The night finally came and eight of my friends were able to make it. The first stop we made was a candle-making place. This is what’s now fun to us – making candles. I guess dancing on the bar is out of the question. After we made candles we went to a winery where we indulged in cupcakes and wine. We didn’t have time for a full dinner since we all have young kids at home, but I didn’t care because these were two of my favorite things paired with great company. As we’re enjoying our wine, two of the eight girls arrived late and were already in tears as they walked through the door. Wow, we’ve just started and there are already tears? The tears used to come at the end of the night after many alcoholic beverages. We quickly got them a glass of wine and one spilled hers. This resulted in more tears.
She explained she had a sick toddler for over a week, which in mom-land seems more like a year. She hasn’t had any sleep and only hears whining around the clock. As she told us her sorrows she gulped down wine and we nodded sympathetically. My other friend has a traveling husband and works full-time herself. That alone is worth some tears. She complained about her stressful week and how she feels like she is drowning. Unfortunately, I can relate to both to both of them.
The night soon morphed into a therapy session for all of us. Sometimes no one understands better than other moms. We all complained and occasionally threw in the obligatory, “I love my kids, but”. We reminisced how girl’s night out used to be and laughed while we devoured some nachos. We discovered that none of us are Supermom, and we’re all just trying to do the best we can. Even though there was not any dancing or throwing back shots, it actually turned out to be the perfect night – for moms.

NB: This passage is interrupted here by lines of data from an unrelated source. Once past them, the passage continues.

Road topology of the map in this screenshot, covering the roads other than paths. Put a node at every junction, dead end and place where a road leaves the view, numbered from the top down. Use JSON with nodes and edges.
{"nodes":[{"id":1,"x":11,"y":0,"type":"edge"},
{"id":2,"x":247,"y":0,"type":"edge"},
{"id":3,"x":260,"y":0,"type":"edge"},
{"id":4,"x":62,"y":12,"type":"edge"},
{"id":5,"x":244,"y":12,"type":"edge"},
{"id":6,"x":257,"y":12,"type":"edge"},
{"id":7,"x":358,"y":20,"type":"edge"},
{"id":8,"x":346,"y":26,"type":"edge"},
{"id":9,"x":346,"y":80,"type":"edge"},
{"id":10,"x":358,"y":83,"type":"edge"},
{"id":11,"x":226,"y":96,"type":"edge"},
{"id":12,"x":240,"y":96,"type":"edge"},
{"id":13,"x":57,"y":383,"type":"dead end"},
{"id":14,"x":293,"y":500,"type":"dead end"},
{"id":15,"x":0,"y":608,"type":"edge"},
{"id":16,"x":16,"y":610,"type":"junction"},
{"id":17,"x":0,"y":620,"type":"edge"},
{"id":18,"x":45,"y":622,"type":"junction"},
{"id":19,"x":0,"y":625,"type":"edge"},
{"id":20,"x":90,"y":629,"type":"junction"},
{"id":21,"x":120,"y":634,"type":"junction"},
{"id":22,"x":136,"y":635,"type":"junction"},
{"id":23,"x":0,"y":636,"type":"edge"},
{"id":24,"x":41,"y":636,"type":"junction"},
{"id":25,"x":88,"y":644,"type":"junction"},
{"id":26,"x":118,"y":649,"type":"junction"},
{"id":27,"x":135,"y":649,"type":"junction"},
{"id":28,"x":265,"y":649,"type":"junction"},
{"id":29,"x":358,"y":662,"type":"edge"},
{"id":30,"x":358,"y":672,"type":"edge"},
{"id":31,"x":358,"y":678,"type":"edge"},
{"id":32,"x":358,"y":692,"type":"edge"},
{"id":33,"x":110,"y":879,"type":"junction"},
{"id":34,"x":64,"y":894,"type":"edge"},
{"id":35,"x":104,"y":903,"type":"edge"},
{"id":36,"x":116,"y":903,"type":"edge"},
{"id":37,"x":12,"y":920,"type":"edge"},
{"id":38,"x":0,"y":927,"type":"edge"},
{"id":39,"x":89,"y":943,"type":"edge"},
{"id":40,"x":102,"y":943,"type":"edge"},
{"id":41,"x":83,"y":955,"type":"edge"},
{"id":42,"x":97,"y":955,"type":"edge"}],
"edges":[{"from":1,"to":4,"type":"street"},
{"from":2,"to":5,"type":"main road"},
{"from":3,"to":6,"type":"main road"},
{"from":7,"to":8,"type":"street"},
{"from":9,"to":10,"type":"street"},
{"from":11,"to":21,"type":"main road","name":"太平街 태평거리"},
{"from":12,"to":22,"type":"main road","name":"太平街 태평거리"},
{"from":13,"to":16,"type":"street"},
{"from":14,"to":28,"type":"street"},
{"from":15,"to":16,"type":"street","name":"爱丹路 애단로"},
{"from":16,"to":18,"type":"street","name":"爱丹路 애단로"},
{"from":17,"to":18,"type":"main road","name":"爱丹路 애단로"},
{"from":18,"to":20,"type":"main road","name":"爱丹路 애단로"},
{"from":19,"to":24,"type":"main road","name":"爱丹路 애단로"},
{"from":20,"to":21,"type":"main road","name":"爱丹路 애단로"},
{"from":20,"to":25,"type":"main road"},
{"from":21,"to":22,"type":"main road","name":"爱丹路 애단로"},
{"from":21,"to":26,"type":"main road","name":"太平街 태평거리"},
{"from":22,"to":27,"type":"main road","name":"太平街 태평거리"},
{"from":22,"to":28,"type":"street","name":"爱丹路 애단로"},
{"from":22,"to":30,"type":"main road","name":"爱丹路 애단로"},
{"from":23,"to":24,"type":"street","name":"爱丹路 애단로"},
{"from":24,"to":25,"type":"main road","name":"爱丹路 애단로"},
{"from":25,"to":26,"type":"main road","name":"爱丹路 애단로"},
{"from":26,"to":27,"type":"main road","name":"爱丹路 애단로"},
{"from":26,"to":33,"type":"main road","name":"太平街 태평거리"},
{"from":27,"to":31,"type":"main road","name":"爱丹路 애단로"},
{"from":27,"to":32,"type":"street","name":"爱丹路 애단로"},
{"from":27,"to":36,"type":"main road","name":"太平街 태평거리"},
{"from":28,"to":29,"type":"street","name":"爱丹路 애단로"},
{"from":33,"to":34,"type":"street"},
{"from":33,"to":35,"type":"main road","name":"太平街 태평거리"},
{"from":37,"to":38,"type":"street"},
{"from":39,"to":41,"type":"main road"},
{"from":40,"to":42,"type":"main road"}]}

Eventually the tears turned into smiles and we marked our calendars for another girl’s mom’s night in the near future. The next morning I woke up feeling great and I was able to enjoy my kids a little more knowing my friends share in the same struggles as I do. Time-outs are just as important for moms as they are for toddlers – even if it’s just to make candles. I would, however, recommend that wine be involved too. Cheers.